Ponete il tutto sulla teglia del forno che avrete lasciato precedentemente in caldo, munita della maladitta carta forno che prima di stendersi vi si arrotolerà di nuovo due o tre volte insistendo a voler pigliare la forma originaria.
Ciò fatto, non ugnéte la carta forno, ma versate appena appena un filo d’olio extravergine d’oliva sugl’involtini, i quali cuoceranno un un amen, sicché sbrigatevi col resto.

Ora pigliate un pentolino in cui verserete il latte, la farina, altro sale, pepe, e le bustine di zafferano, che non vi preoccupate se viene forte, perché la salsa ha da esser così, se non si sente lo zafferano allora cosa ce lo mettete a fare, madonna come li odio quelli che fanno il risotto alla milanese per otto persone e ci mettono una bustina stitica di zafferano comprata alla Coop!!
Ponete il tegame (meglio se di Vostra Madre) sul fuoco basso basso e comunciate a rimestare cor una frusta, andrebbe bene anche un cucchiajo di legno ma oggi mi sento particolarmente rompicoglioni.

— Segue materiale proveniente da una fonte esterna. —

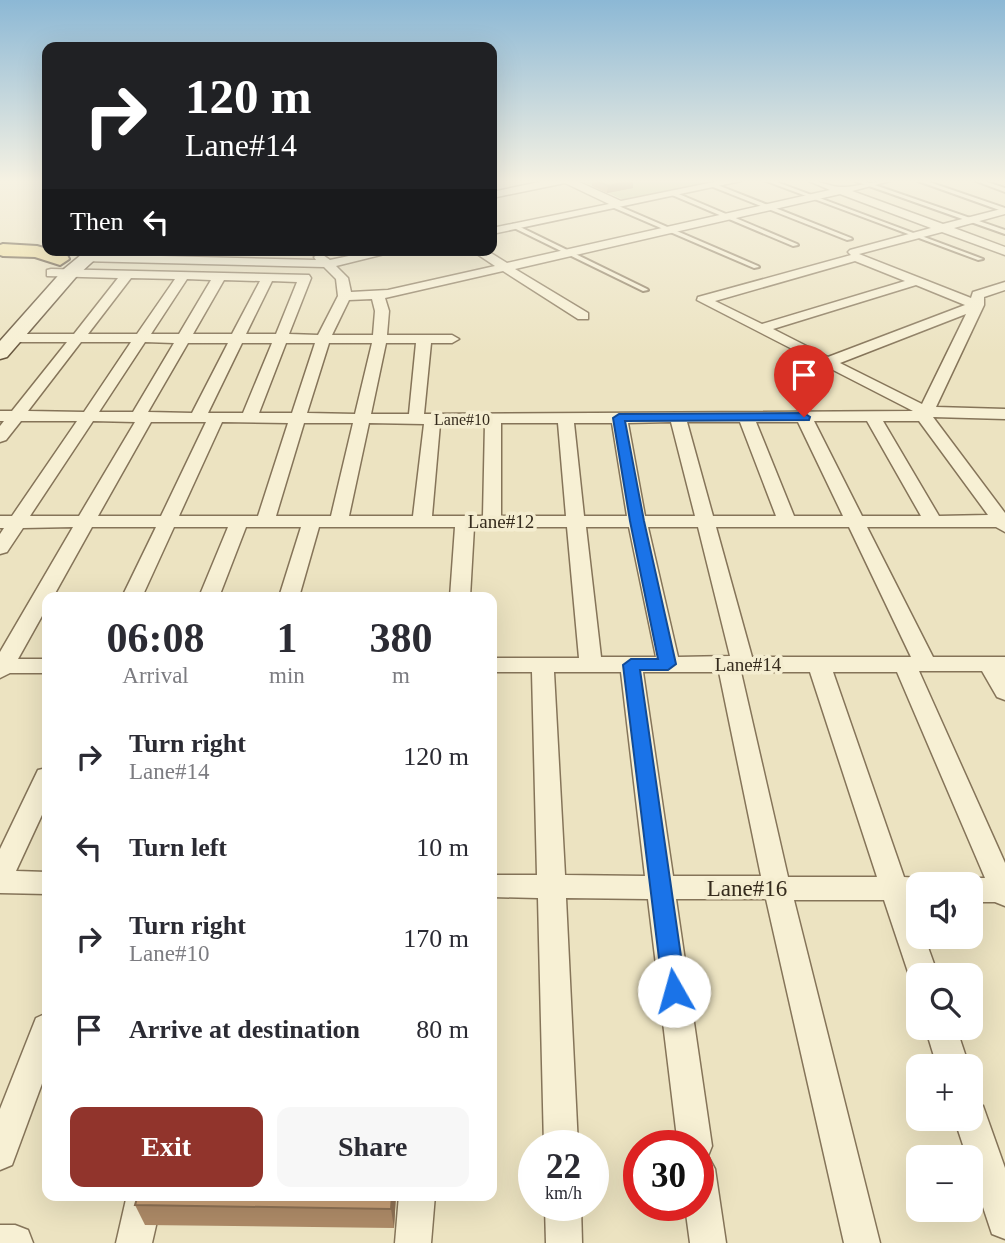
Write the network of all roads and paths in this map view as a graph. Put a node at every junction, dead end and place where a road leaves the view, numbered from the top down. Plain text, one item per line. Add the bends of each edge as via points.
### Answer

Cominciate a girare la salsa affinché possa inspessirsi, versatela a specchio nel piatto di portata e adagiatevi gl’involtini bollenti, indi servite ben caldo, poi mi raccontate cosa volevate di più, chè oggi un ciavevo nulla in casa.

Ci si può bere del Prosecco di Valdobbiàdene, ed essendo un piatto che fa assai colpo sulle PHYAE aspettatevi un dopocena scoppiettante, tuttavia resterete colla fame essendo una pietanza di scarsissimo valore nutritivo, ecco, l’avete voluta la ricettina del giorno, o ciuccàtevi i diti!!